START Supplied material

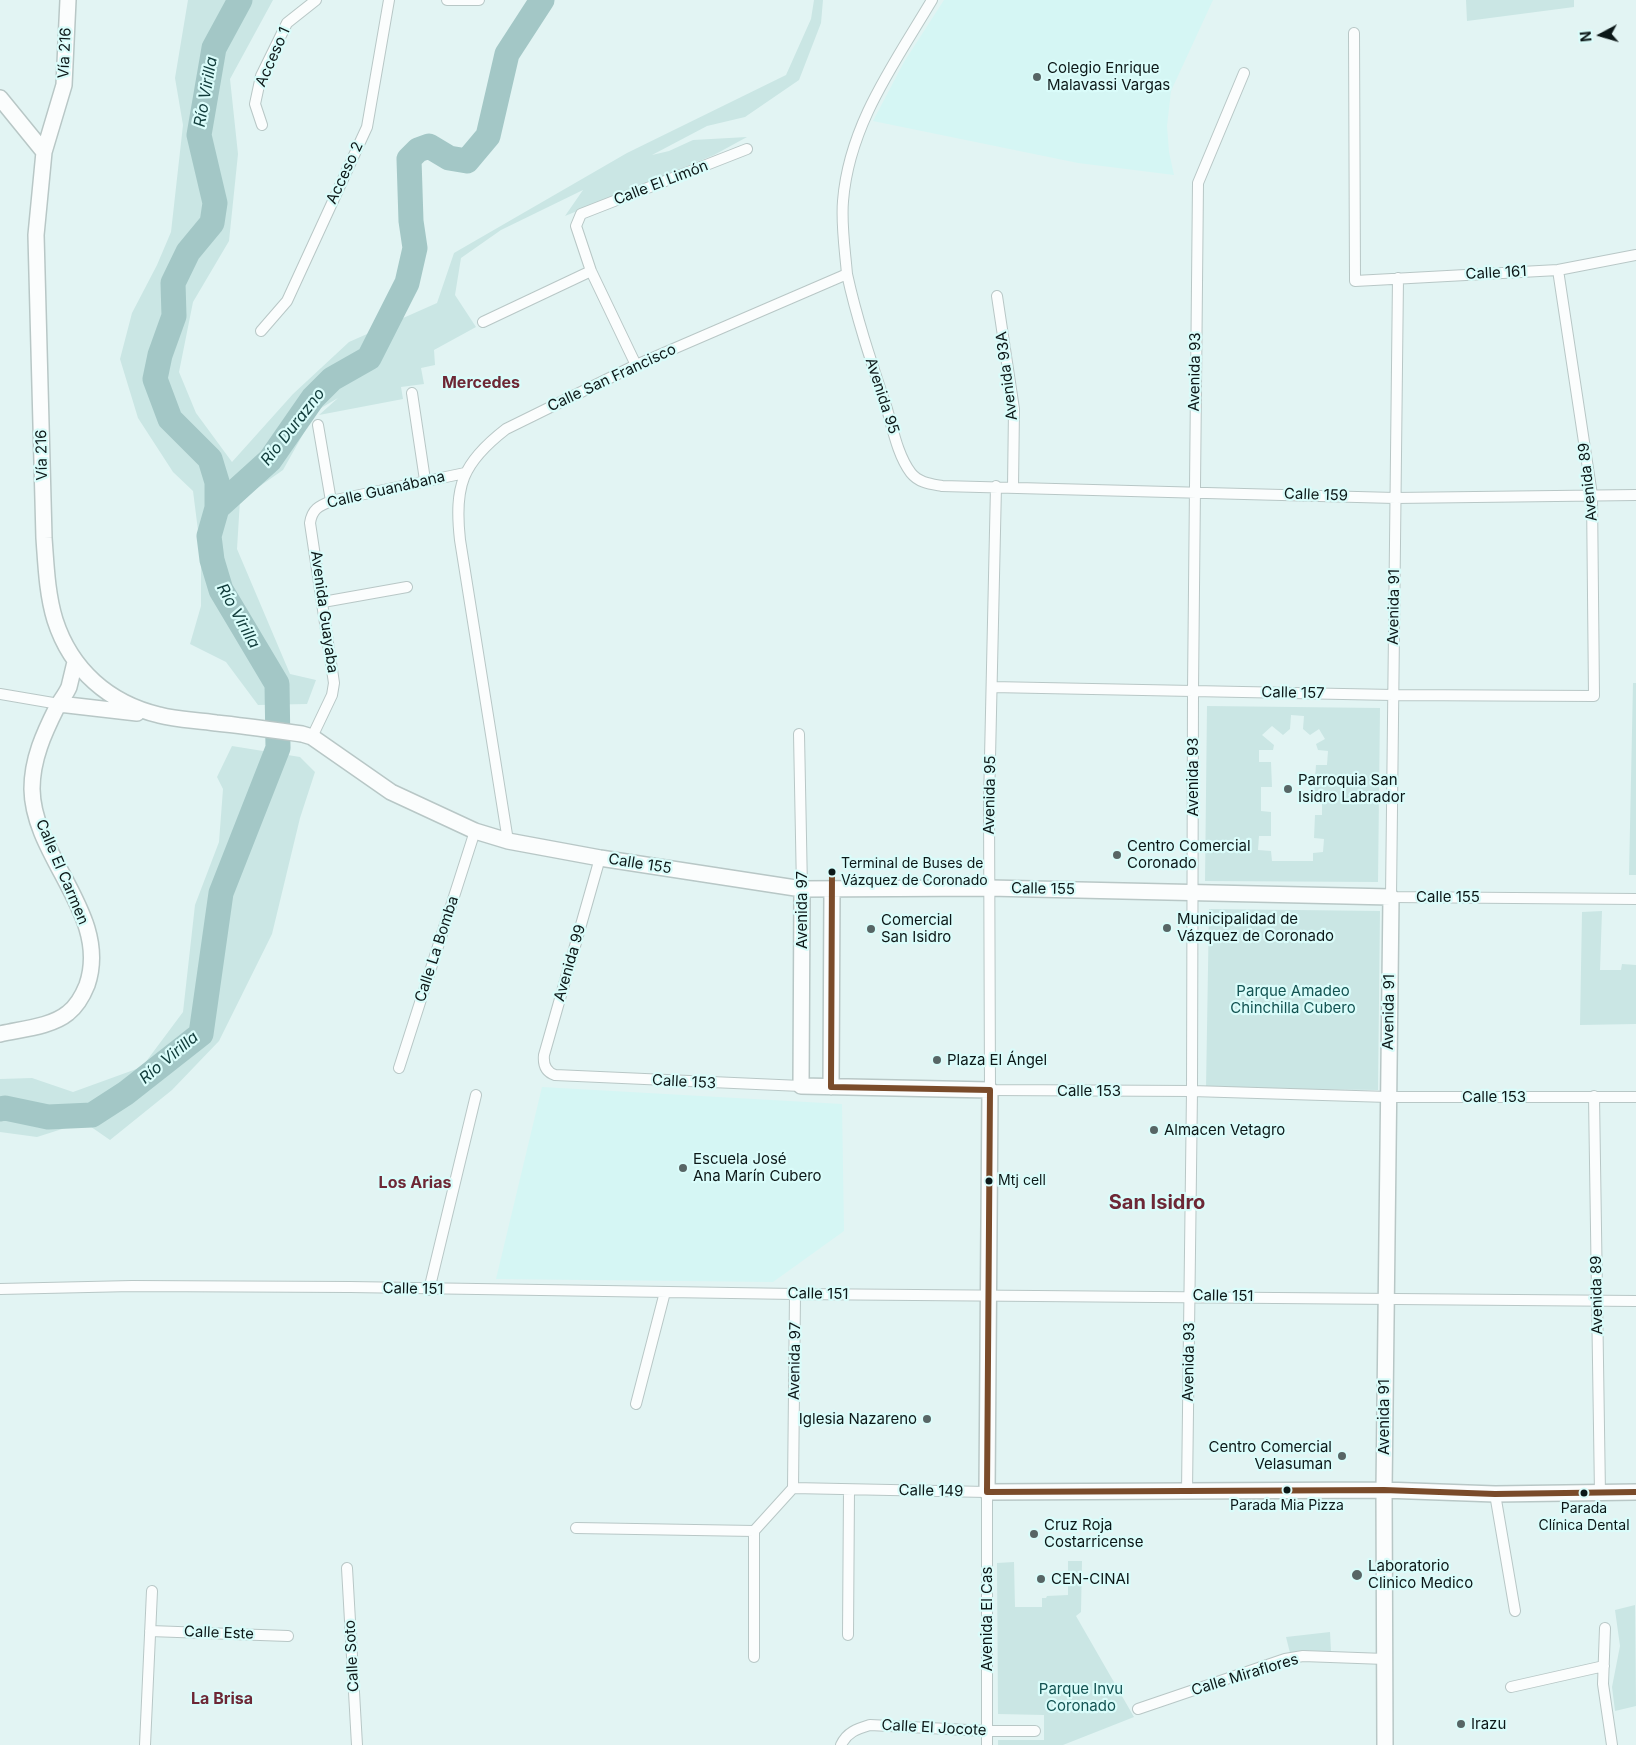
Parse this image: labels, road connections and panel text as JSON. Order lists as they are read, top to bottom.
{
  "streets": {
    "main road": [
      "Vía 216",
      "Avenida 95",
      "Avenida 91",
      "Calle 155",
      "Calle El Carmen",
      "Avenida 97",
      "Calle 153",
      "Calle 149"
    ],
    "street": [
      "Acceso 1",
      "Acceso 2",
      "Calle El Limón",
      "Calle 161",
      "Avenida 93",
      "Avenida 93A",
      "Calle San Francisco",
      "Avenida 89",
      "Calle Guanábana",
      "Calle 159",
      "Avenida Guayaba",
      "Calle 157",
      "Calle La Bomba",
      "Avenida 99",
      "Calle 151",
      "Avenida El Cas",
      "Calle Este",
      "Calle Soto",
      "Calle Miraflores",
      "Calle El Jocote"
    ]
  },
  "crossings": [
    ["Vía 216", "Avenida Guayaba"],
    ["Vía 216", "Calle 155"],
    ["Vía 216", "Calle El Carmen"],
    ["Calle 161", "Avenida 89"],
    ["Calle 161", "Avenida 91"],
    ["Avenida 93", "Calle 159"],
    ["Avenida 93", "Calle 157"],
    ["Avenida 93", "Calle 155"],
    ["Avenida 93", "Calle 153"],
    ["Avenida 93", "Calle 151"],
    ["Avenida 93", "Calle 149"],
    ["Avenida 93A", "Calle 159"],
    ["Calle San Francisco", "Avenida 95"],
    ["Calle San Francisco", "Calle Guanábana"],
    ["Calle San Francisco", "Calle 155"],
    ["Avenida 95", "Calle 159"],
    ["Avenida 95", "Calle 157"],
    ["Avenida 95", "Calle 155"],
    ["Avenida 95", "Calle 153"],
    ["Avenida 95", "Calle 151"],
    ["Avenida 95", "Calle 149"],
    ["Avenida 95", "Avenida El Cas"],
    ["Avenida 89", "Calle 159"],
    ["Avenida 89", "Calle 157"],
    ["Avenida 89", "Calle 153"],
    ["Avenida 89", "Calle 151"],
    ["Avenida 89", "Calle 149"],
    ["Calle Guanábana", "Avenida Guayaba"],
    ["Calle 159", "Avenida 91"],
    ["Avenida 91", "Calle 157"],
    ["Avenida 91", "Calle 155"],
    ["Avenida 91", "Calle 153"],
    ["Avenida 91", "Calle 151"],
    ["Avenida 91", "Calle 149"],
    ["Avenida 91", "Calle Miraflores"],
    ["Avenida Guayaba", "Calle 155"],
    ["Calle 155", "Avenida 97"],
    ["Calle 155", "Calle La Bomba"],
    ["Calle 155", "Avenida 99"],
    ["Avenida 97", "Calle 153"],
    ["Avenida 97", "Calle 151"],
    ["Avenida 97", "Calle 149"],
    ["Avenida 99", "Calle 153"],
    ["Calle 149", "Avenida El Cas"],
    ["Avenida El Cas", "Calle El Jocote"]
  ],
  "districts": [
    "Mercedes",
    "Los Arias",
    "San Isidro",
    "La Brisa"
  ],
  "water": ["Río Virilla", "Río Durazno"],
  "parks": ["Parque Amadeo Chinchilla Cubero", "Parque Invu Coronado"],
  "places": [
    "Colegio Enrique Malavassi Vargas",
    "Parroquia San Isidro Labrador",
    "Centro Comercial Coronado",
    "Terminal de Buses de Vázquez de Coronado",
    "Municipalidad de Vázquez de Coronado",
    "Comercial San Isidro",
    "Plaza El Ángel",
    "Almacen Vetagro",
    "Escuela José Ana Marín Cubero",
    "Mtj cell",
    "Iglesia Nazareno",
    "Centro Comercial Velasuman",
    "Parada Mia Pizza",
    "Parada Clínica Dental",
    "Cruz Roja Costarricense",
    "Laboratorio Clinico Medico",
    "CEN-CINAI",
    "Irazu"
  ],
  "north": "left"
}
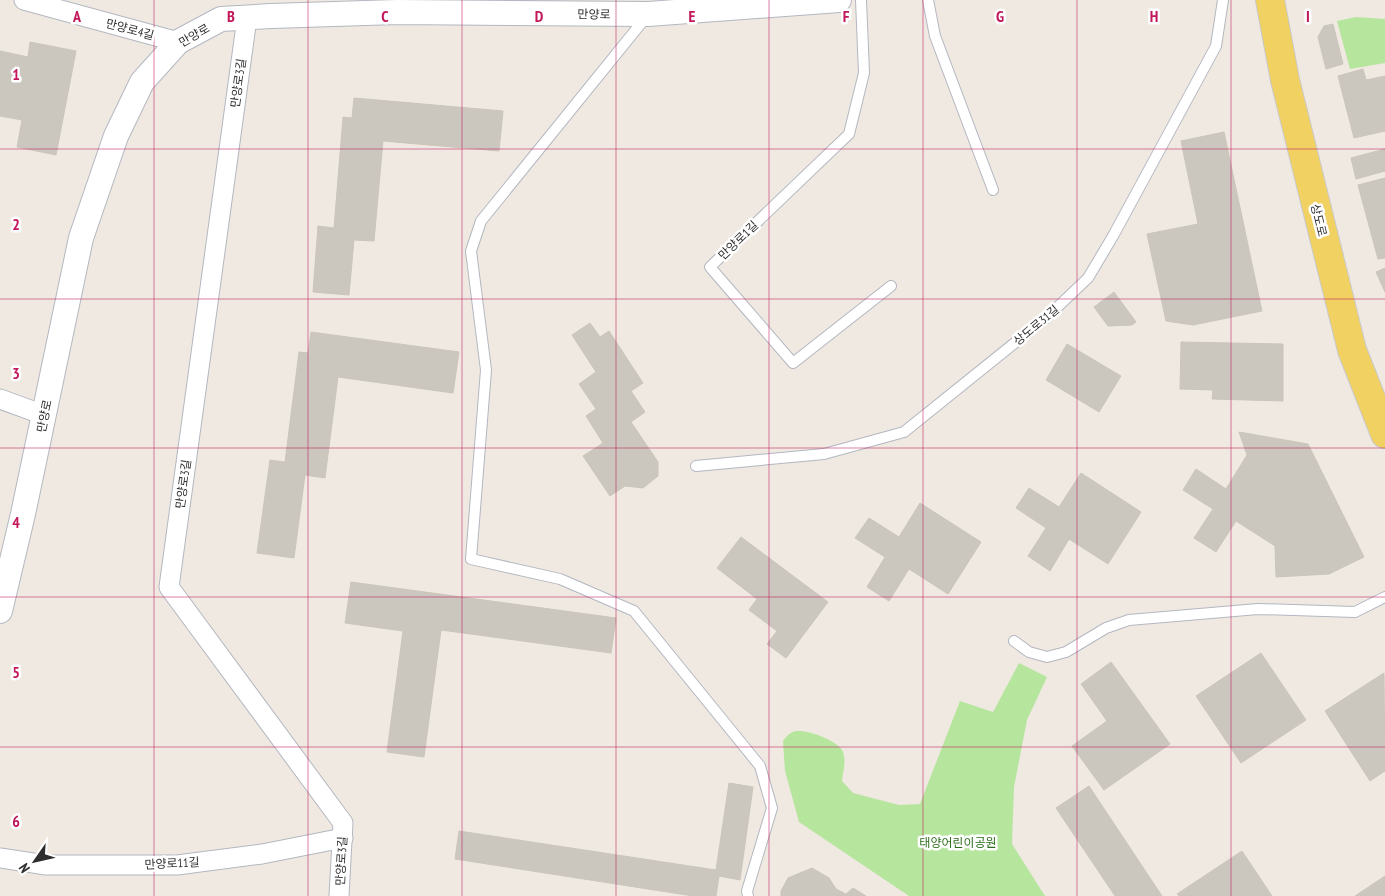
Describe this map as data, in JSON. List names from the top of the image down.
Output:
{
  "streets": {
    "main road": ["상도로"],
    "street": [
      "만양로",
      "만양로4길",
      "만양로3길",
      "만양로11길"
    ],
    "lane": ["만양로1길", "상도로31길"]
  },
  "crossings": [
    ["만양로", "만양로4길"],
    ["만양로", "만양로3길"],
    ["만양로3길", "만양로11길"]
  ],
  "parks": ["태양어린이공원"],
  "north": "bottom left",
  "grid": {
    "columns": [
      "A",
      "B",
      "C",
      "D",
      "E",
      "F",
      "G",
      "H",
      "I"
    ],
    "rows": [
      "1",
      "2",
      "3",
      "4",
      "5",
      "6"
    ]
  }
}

END Supplied material

Exercise:
Collect each line above holding the string "Guanábana".

Answer for the task:
      "Calle Guanábana",
    ["Calle San Francisco", "Calle Guanábana"],
    ["Calle Guanábana", "Avenida Guayaba"],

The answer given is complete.